This is one my area of specialties. I've traced through hucard and CD games, and have documented (and even wrote compressors/decompressors) for such compression schemes. I've also done my own compression stuff for hucard and CD projects (homebrew, I guess you could call it). So I can answer a few questions on it from that experience
First, almost all hucard compression schemes are simple. You are right in that system ram (8k) plays a big part in this. The reason for this is that decompression in real time, even for the simplest schemes, adds over head. Thus you run into cpu resource problems (slowdown, etc). The Genesis(64k) and SNES (128k) system ram is very nice for solving this issue. It works be decompressing the needed frames into a large cache/buffer for instant access through out a 'level' or area, etc. So on the hucard you don't have this luxury per se. Almost all hucards employ the "decompress the tiles and sprites into vram at the start of the level" sort of tactic. But they don't update much of anything (besides the tilemap and possible palette ram) doing the stage/area/etc. This has the draw back of less animation or unique BG detail for that area/stage/etc.

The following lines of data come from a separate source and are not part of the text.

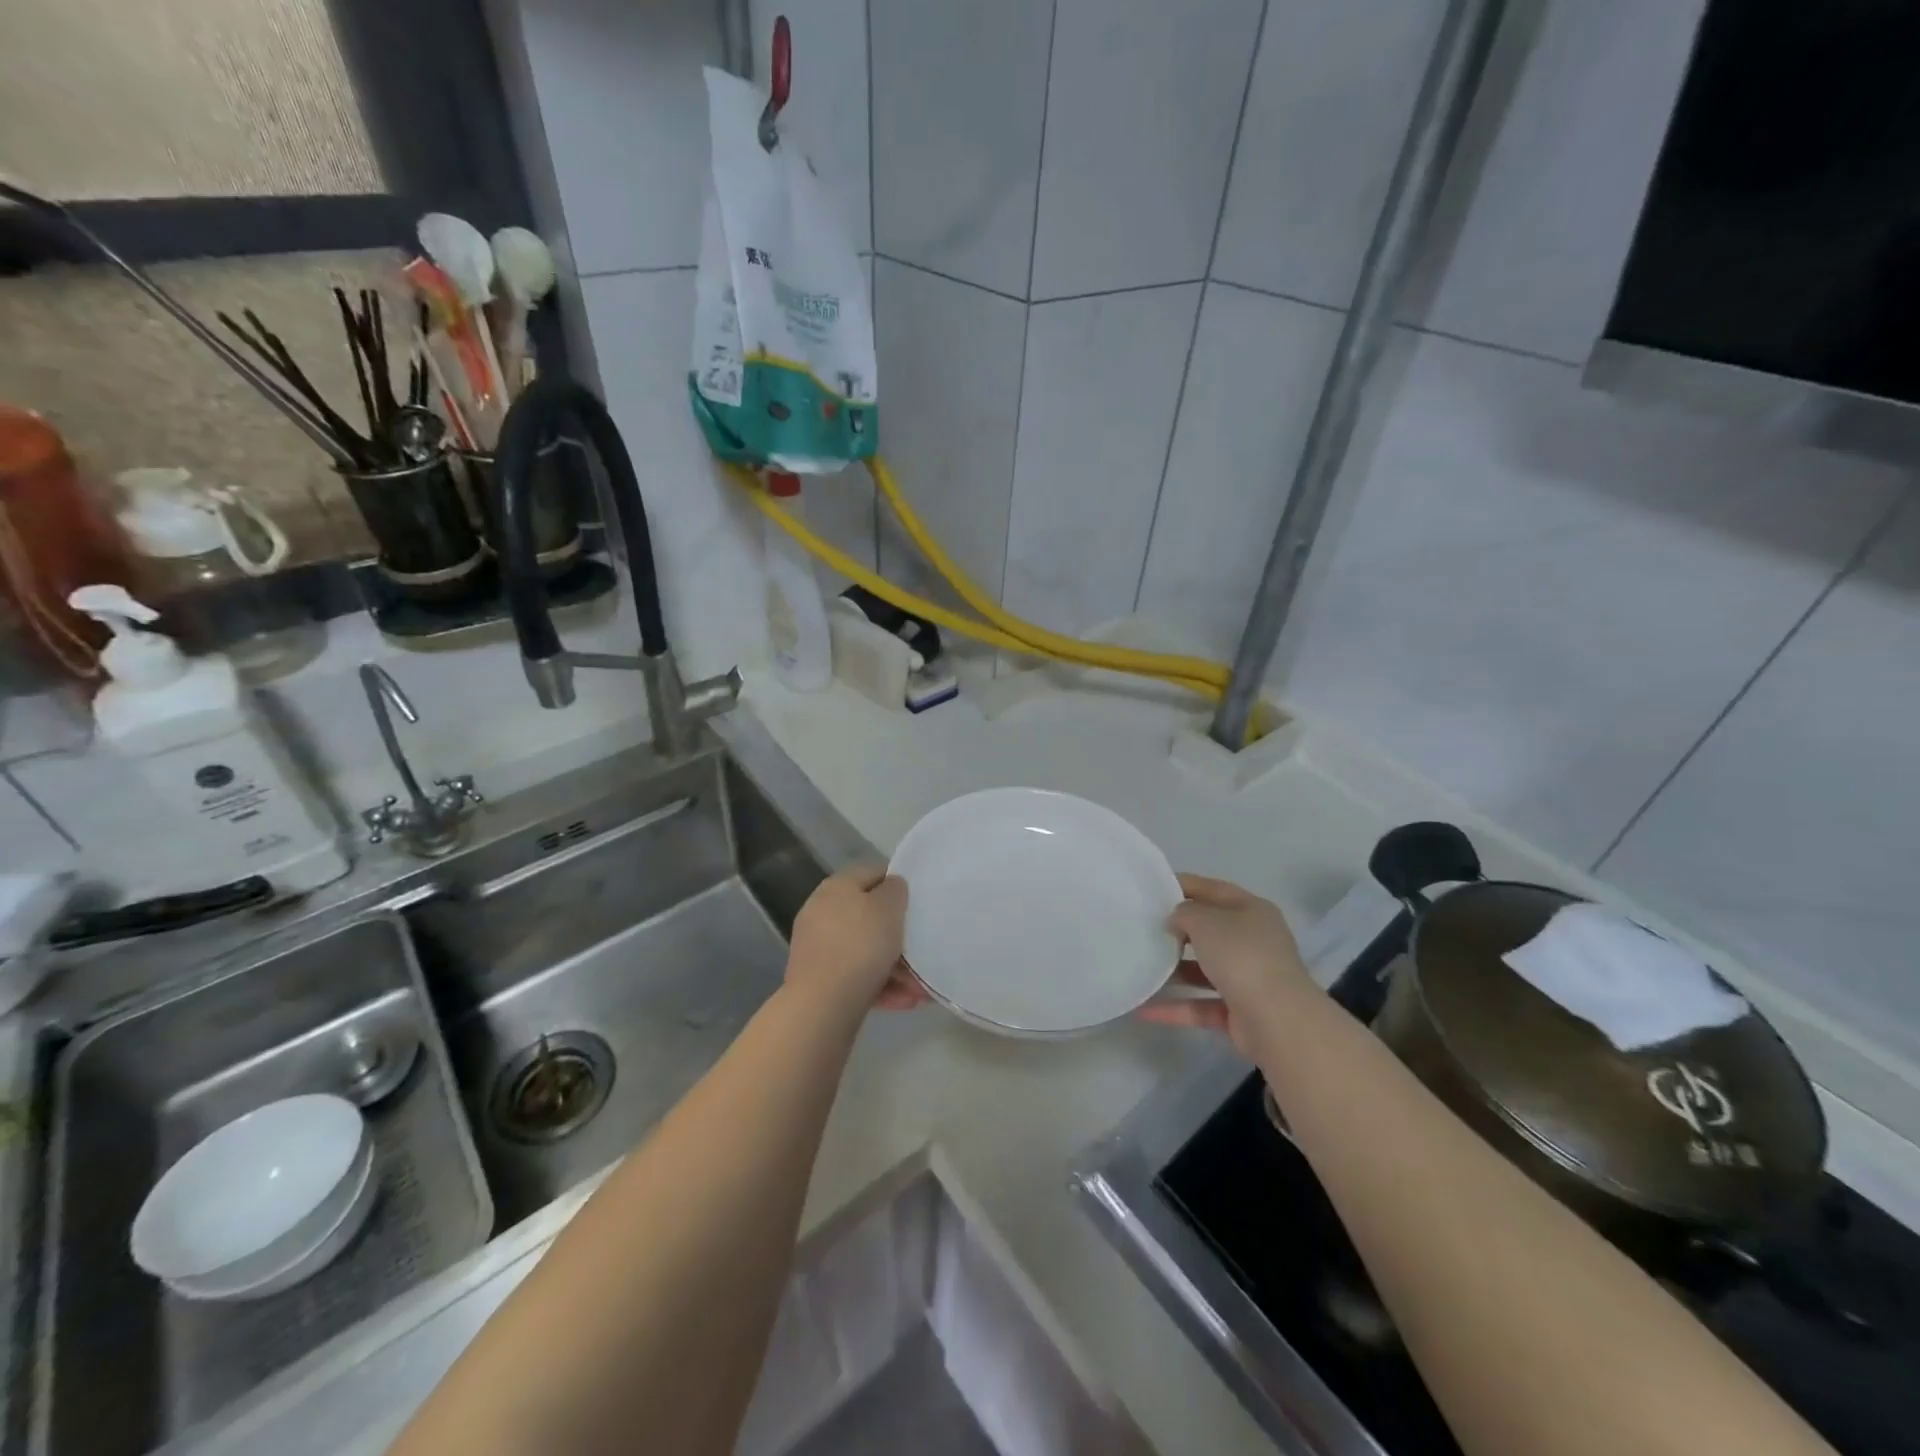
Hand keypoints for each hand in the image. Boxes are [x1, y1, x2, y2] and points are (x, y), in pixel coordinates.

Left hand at [785, 865, 923, 1016]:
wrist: (822, 1004)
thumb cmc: (861, 944)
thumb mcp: (889, 907)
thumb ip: (895, 890)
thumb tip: (891, 887)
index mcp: (836, 887)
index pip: (872, 873)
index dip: (898, 883)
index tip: (919, 902)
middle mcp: (822, 912)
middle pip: (869, 916)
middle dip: (898, 935)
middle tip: (921, 948)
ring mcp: (818, 948)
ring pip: (865, 950)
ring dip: (895, 966)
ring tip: (919, 988)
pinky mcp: (819, 980)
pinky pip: (857, 976)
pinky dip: (880, 985)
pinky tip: (905, 1001)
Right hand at [1140, 874, 1314, 1054]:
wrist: (1277, 1020)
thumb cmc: (1241, 956)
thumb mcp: (1205, 921)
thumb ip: (1184, 913)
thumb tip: (1176, 921)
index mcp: (1252, 911)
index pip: (1213, 889)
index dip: (1184, 885)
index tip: (1152, 888)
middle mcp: (1254, 941)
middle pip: (1211, 930)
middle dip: (1179, 929)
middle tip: (1144, 926)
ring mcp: (1249, 978)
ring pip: (1205, 969)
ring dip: (1175, 970)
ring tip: (1141, 965)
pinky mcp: (1240, 1012)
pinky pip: (1201, 1004)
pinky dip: (1176, 1007)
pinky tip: (1145, 1009)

Popular schemes for hucard are RLE, RLZ, and bit plane compression. RLE varies in small differences (usually WORD RLE for sprites and BYTE RLE for tiles). RLE isn't terribly effect, but it can be better than nothing most of the times. RLZ is like RLE in way, but instead of repeating the last byte or supplying a byte+repeat length, you have a bit mask and a global var for that chunk of data (however the string of data is setup). The bit mask is usually 1bit checks, one value means fetch a new byte and the opposite value means write the global value. It's popular that a hucard uses both RLE and RLZ, with a header in the string of data to decide the decoding type. And it's also popular that the global value is fixed (usually 0x00 or 0x0000).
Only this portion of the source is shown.